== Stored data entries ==
#####

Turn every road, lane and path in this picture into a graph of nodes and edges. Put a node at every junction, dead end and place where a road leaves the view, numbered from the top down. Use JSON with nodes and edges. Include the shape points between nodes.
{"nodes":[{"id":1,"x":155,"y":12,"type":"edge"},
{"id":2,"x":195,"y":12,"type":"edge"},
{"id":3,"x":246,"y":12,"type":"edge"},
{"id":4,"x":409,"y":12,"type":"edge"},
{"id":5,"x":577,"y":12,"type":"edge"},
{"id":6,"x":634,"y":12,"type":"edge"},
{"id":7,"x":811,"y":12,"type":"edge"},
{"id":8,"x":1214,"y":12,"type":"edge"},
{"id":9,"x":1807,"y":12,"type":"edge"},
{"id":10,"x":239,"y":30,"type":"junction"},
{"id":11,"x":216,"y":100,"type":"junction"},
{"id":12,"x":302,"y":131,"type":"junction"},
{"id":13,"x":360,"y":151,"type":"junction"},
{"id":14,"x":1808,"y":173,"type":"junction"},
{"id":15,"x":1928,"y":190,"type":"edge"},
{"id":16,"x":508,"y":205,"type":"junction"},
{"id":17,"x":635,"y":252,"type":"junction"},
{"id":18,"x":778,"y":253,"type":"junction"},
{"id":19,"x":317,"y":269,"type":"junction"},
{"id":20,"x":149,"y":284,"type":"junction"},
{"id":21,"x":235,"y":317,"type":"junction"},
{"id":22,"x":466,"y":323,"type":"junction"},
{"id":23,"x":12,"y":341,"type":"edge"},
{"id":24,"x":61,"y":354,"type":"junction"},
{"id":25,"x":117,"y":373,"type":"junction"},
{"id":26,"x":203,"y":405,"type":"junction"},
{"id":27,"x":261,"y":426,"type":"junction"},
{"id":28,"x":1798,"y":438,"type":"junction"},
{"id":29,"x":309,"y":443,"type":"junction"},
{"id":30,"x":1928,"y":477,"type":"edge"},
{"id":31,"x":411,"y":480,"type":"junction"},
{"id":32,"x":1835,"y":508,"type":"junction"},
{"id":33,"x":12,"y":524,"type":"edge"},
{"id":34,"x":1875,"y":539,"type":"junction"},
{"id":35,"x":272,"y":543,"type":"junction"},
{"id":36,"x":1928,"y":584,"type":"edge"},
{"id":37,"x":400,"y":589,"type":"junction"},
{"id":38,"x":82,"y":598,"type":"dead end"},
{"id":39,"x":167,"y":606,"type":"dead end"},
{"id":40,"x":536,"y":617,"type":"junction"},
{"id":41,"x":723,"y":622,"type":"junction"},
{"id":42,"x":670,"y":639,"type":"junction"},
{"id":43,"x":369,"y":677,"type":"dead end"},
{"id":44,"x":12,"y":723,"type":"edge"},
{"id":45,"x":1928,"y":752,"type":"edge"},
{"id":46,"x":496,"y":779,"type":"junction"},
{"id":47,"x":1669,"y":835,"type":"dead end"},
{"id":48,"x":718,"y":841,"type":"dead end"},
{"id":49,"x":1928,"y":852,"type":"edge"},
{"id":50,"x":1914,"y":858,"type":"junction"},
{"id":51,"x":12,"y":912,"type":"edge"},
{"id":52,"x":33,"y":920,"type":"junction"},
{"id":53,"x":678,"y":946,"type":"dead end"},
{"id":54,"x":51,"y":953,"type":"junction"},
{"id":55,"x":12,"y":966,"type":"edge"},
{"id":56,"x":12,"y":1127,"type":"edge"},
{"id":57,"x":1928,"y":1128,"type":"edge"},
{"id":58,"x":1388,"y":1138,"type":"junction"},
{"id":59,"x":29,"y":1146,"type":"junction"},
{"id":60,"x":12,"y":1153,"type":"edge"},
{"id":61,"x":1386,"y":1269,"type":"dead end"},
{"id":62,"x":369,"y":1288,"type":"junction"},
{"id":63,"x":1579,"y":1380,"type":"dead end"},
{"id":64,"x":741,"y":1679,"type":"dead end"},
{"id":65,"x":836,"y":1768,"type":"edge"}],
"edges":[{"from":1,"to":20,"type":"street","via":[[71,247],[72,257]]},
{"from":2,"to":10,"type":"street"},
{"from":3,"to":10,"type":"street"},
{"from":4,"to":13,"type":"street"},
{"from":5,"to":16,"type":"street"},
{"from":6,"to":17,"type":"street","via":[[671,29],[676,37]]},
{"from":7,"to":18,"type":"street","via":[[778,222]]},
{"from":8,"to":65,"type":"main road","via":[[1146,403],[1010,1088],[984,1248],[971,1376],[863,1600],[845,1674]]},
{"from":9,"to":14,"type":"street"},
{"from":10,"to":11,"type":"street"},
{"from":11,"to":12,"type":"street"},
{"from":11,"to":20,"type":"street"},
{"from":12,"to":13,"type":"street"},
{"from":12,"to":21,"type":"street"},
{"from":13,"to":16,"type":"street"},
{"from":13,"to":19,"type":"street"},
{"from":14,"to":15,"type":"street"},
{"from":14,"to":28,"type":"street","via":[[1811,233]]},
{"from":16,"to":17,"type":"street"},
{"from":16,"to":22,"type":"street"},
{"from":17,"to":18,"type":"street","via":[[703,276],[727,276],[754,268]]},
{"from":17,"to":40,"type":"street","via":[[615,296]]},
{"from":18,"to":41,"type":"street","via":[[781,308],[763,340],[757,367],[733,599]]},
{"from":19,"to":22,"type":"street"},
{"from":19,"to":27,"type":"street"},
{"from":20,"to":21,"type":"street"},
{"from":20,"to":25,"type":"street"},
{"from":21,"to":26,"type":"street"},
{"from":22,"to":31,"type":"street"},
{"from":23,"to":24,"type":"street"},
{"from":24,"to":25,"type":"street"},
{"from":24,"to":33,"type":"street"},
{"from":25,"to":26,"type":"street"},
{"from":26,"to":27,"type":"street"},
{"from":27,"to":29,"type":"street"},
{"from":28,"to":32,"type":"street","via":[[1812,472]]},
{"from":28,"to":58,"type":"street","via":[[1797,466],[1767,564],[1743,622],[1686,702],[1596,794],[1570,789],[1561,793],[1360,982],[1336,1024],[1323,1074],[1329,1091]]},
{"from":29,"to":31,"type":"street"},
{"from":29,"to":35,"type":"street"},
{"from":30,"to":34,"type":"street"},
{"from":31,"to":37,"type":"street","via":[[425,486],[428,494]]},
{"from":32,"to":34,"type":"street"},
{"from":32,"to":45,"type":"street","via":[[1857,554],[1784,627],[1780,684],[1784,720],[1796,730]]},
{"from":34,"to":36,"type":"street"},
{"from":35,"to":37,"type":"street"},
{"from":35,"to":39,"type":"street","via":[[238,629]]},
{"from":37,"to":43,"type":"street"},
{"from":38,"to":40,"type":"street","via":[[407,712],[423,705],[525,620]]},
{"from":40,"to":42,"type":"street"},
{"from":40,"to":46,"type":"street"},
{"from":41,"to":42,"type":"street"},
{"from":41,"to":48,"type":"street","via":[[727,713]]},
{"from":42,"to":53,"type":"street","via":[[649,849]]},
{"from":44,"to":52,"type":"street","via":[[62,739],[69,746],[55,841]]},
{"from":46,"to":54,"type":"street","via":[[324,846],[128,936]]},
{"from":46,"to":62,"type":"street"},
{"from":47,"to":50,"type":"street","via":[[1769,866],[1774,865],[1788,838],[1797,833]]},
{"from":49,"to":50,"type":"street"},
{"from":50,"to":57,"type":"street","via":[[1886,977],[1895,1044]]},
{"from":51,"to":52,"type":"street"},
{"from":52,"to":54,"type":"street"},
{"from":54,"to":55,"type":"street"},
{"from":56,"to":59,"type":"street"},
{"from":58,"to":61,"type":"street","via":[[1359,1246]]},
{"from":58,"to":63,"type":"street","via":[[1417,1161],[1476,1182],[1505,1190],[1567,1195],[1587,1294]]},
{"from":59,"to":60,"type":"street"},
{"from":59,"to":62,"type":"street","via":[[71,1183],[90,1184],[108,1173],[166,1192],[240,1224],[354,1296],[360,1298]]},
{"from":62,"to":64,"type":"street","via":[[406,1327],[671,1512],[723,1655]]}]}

#####

== What you should do ==
Reply with nothing but the number of lines in the data above that contain "nodes".

== Your solution ==
2